Start of Material shown

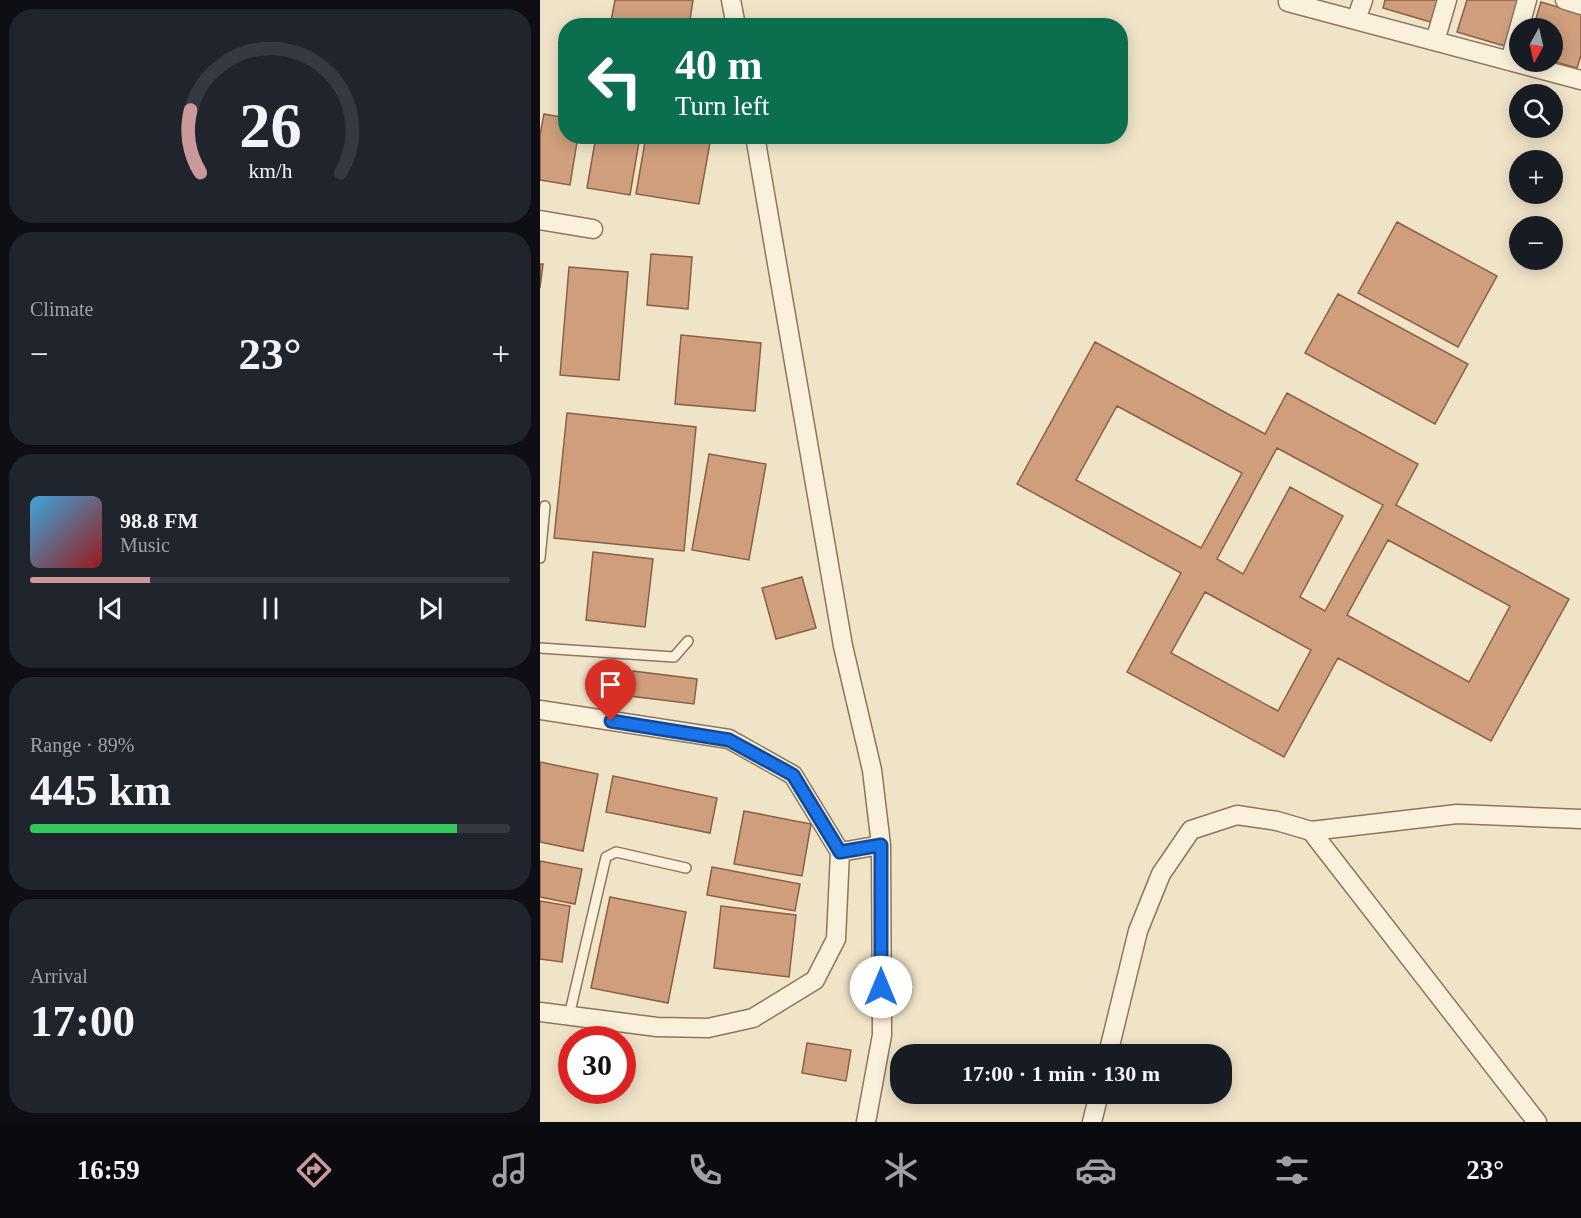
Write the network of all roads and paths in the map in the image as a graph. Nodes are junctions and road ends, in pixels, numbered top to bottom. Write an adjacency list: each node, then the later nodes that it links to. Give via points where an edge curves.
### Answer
1 (731, 0): 8 (street)
2 (1288, 0): 10 (street)
3 (1363, 0): 10 (street)
4 (1447, 0): 11 (street)
5 (1527, 0): 9 (street)
6 (1565, 0): 7 (street)
7 (1581, 5)
8 (734, 18)
9 (1522, 18)
10 (1356, 20): 11 (street)
11 (1435, 41): 12 (street)
12 (1509, 61)
13 (1551, 72): 14 (street)
14 (1581, 80)
15 (756, 144): 25 (street, via 843,646 872,770)
16 (540, 220): 17 (street)
17 (593, 229)
18 (545, 506): 19 (lane)
19 (540, 558)
20 (688, 641): 21 (lane, via 674,657)
21 (540, 648)
22 (540, 710): 26 (street, via 729,740 793,775)
23 (1581, 819): 24 (street, via 1457,814)
24 (1311, 831): 30 (street, via 1237,815 1191,831 1161,874 1138,931); 34 (street)
25 (881, 845): 26 (street); 32 (street, via 882,1035)
26 (840, 852): 29 (street, via 836,939 815,980 753,1018 708,1028 657,1027)
27 (686, 868): 29 (lane, via 615,852 606,857)
28 (540, 1012): 29 (street)
29 (569, 1016)
30 (1110, 1044)
31 (1096, 1104): 33 (street)
32 (866, 1122)
33 (1092, 1122)
34 (1537, 1122)

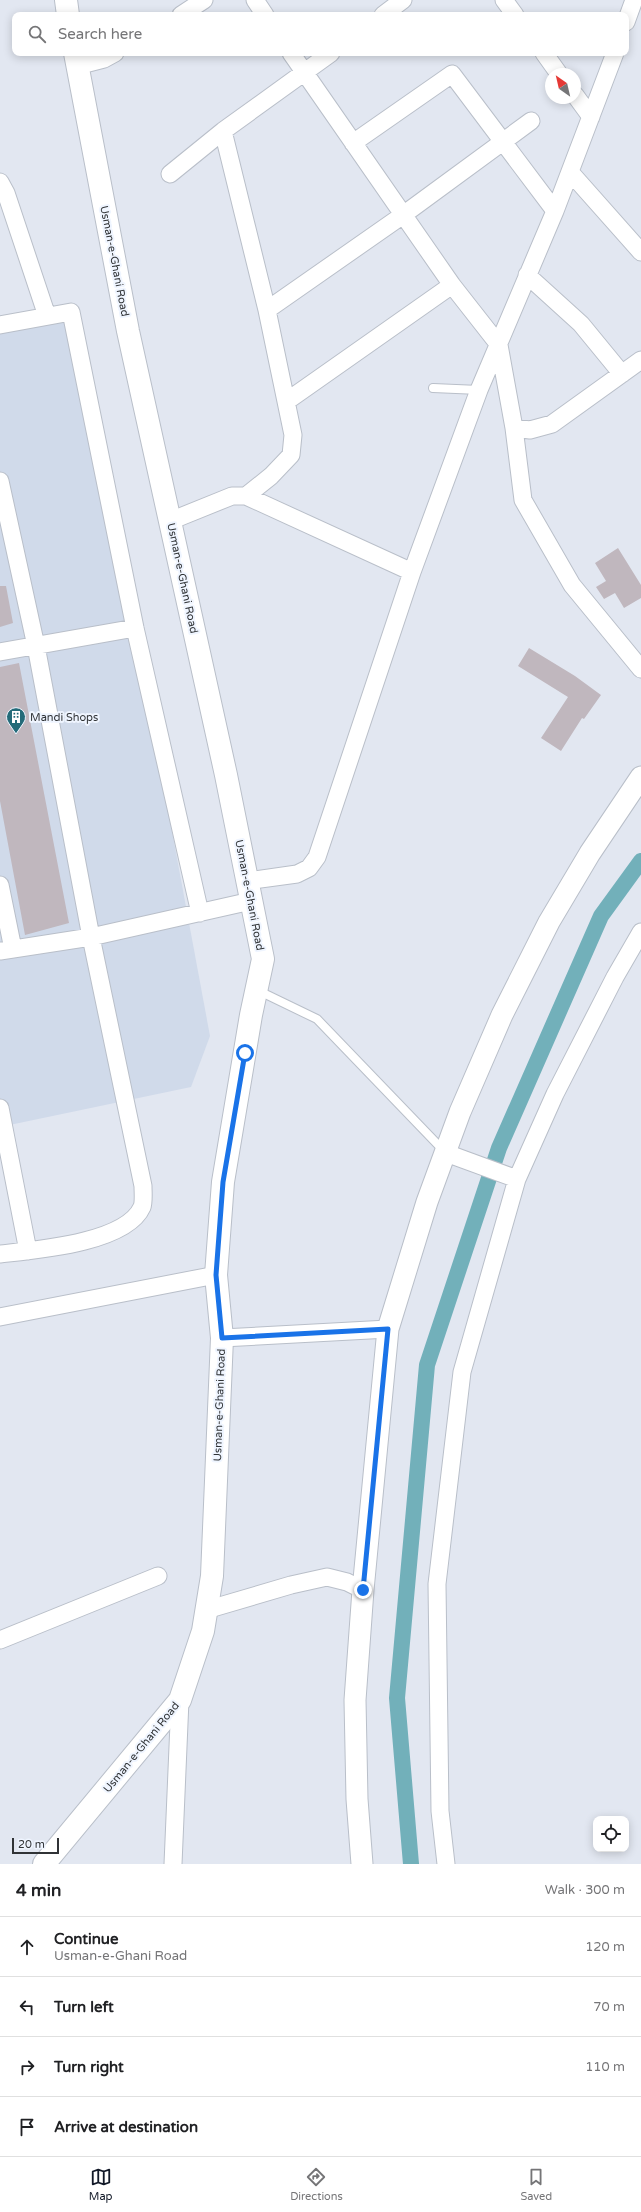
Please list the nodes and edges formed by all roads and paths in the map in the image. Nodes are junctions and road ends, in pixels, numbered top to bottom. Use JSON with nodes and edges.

End of Material shown

# Task details:
Give back the data verbatim. The pictures are not part of the copy.

# Exercise output:
Write the network of all roads and paths in the map in the image as a graph. Nodes are junctions and road ends, in pixels, numbered top to bottom. Write an adjacency list: each node, then the later nodes that it links to. Give via points where an edge curves.
### Answer
1 (731, 0): 8 (street)
2 (1288, 0): 10 (street)
3 (1363, 0): 10 (street)
4 (1447, 0): 11 (street)
5 (1527, 0): 9 (street)
6 (1565, 0): 7 (street)
7 (1581, 5)
8 (734, 18)
9 (1522, 18)
10 (1356, 20): 11 (street)
11 (1435, 41): 12 (street)
12 (1509, 61)
13 (1551, 72): 14 (street)
14 (1581, 80)
15 (756, 144): 25 (street, via 843,646 872,770)
16 (540, 220): 17 (street)
17 (593, 229)
18 (545, 506): 19 (lane)
19 (540, 558)
20 (688, 641): 21 (lane, via 674,657)
21 (540, 648)
22 (540, 710): 26 (street, via 729,740 793,775)
23 (1581, 819): 24 (street, via 1457,814)
24 (1311, 831): 30 (street, via 1237,815 1191,831 1161,874 1138,931); 34 (street)
25 (881, 845): 26 (street); 32 (street, via 882,1035)
26 (840, 852): 29 (street, via 836,939 815,980 753,1018 708,1028 657,1027)
27 (686, 868): 29 (lane, via 615,852 606,857)
28 (540, 1012): 29 (street)
29 (569, 1016)
30 (1110, 1044)
31 (1096, 1104): 33 (street)
32 (866, 1122)
33 (1092, 1122)
34 (1537, 1122)

Please list the nodes and edges formed by all roads and paths in the map in the image. Nodes are junctions and road ends, in pixels, numbered top to bottom. Use JSON with nodes and edges.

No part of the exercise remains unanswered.